START Exercise inputs

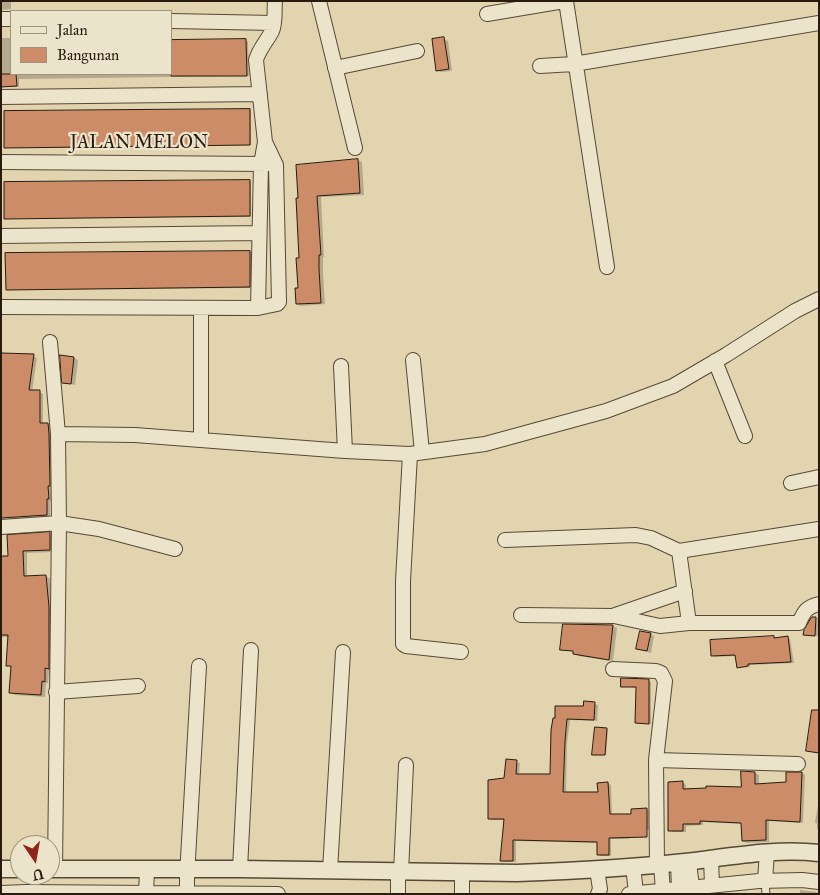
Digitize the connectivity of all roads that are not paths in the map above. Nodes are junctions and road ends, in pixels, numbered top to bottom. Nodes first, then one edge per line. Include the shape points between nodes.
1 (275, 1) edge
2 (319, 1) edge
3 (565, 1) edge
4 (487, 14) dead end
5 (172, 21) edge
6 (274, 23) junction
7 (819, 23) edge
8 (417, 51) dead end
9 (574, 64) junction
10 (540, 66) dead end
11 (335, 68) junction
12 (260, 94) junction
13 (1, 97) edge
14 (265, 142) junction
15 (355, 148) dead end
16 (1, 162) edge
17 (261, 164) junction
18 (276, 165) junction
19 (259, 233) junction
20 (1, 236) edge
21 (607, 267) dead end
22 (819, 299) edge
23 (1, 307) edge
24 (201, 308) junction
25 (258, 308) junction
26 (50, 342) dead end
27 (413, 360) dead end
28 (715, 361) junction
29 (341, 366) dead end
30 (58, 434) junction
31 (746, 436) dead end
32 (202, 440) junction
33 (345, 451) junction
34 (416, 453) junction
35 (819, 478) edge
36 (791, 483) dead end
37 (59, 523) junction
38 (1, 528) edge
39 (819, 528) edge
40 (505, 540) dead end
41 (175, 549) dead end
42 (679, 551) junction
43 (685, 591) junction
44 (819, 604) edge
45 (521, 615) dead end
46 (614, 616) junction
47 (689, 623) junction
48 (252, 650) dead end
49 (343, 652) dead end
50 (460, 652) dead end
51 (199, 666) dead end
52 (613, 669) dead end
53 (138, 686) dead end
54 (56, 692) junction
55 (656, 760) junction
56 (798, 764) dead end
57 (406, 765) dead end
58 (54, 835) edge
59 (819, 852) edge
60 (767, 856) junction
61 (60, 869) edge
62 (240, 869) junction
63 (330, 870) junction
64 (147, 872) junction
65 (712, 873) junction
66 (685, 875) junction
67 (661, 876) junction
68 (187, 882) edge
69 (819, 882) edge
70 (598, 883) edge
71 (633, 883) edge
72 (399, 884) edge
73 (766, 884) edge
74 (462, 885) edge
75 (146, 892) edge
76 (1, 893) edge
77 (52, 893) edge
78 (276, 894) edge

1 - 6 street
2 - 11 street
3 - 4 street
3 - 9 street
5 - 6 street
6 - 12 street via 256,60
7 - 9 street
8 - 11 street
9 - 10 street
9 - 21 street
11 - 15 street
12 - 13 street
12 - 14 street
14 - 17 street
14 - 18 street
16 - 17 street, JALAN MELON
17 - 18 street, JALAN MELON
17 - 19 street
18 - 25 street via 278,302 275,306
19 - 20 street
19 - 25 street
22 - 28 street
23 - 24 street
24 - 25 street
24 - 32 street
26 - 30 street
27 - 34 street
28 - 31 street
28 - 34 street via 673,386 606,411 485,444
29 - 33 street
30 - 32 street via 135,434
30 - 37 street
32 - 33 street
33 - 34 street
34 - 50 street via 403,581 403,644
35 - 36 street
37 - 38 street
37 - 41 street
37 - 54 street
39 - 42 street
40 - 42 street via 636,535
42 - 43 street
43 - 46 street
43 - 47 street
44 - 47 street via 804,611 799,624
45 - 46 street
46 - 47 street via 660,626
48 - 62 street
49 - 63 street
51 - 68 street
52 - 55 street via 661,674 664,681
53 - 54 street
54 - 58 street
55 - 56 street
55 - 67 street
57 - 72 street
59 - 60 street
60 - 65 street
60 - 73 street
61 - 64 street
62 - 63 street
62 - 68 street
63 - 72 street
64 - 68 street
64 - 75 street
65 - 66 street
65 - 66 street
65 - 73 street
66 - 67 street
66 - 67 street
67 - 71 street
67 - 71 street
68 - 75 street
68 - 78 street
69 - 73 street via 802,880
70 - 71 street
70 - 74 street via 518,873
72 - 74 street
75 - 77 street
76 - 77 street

END Exercise inputs

Exercise prompt:
This exercise asks for the data above to be given again exactly, without pictures.

Expected answer:
Digitize the connectivity of all roads that are not paths in the map above. Nodes are junctions and road ends, in pixels, numbered top to bottom. Nodes first, then one edge per line. Include the shape points between nodes.
1 (275, 1) edge
2 (319, 1) edge
3 (565, 1) edge
4 (487, 14) dead end
5 (172, 21) edge
6 (274, 23) junction
7 (819, 23) edge
8 (417, 51) dead end
9 (574, 64) junction
10 (540, 66) dead end
11 (335, 68) junction
12 (260, 94) junction
13 (1, 97) edge
14 (265, 142) junction
15 (355, 148) dead end
16 (1, 162) edge
17 (261, 164) junction
18 (276, 165) junction
19 (259, 233) junction
20 (1, 236) edge
21 (607, 267) dead end
22 (819, 299) edge
23 (1, 307) edge
24 (201, 308) junction
25 (258, 308) junction
26 (50, 342) dead end
27 (413, 360) dead end
28 (715, 361) junction
29 (341, 366) dead end
30 (58, 434) junction
31 (746, 436) dead end
32 (202, 440) junction
33 (345, 451) junction
34 (416, 453) junction
35 (819, 478) edge
36 (791, 483) dead end
37 (59, 523) junction
38 (1, 528) edge
39 (819, 528) edge
40 (505, 540) dead end
41 (175, 549) dead end
42 (679, 551) junction
43 (685, 591) junction
44 (819, 604) edge
45 (521, 615) dead end
46 (614, 616) junction
47 (689, 623) junction
48 (252, 650) dead end
49 (343, 652) dead end
50 (460, 652) dead end
51 (199, 666) dead end
52 (613, 669) dead end
53 (138, 686) dead end
54 (56, 692) junction
55 (656, 760) junction
56 (798, 764) dead end
57 (406, 765) dead end
58 (54, 835) edge
59 (819, 852) edge
60 (767, 856) junction
61 (60, 869) edge
62 (240, 869) junction
63 (330, 870) junction
64 (147, 872) junction
65 (712, 873) junction
66 (685, 875) junction
67 (661, 876) junction
68 (187, 882) edge
69 (819, 882) edge
70 (598, 883) edge
71 (633, 883) edge
72 (399, 884) edge
73 (766, 884) edge
74 (462, 885) edge
75 (146, 892) edge
76 (1, 893) edge
77 (52, 893) edge
78 (276, 894) edge

1 - 6 street
2 - 11 street
3 - 4 street
3 - 9 street
5 - 6 street
6 - 12 street via 256,60
7 - 9 street
8 - 11 street
9 - 10 street
9 - 21 street
11 - 15 street
12 - 13 street
12 - 14 street
14 - 17 street
14 - 18 street
16 - 17 street, JALAN MELON
17 - 18 street, JALAN MELON
17 - 19 street
18 - 25 street via 278,302 275,306
19 - 20 street
19 - 25 street
22 - 28 street
23 - 24 street
24 - 25 street
24 - 32 street
26 - 30 street
27 - 34 street
28 - 31 street
28 - 34 street via 673,386 606,411 485,444
29 - 33 street
30 - 32 street via 135,434
30 - 37 street
32 - 33 street
33 - 34 street
34 - 50 street via 403,581 403,644
35 - 36 street
37 - 38 street
37 - 41 street
37 - 54 street
39 - 42 street
40 - 42 street via 636,535
42 - 43 street
43 - 46 street
43 - 47 street
44 - 47 street via 804,611 799,624
45 - 46 street
46 - 47 street via 660,626
48 - 62 street
49 - 63 street
51 - 68 street
52 - 55 street via 661,674 664,681
53 - 54 street
54 - 58 street
55 - 56 street
55 - 67 street
57 - 72 street
59 - 60 street
60 - 65 street
60 - 73 street
61 - 64 street
62 - 63 street
62 - 68 street
63 - 72 street
64 - 68 street
64 - 75 street
65 - 66 street
65 - 66 street
65 - 73 street
66 - 67 street
66 - 67 street
67 - 71 street
67 - 71 street
68 - 75 street
68 - 78 street
69 - 73 street via 802,880
70 - 71 street
70 - 74 street via 518,873
72 - 74 street
75 - 77 street
76 - 77 street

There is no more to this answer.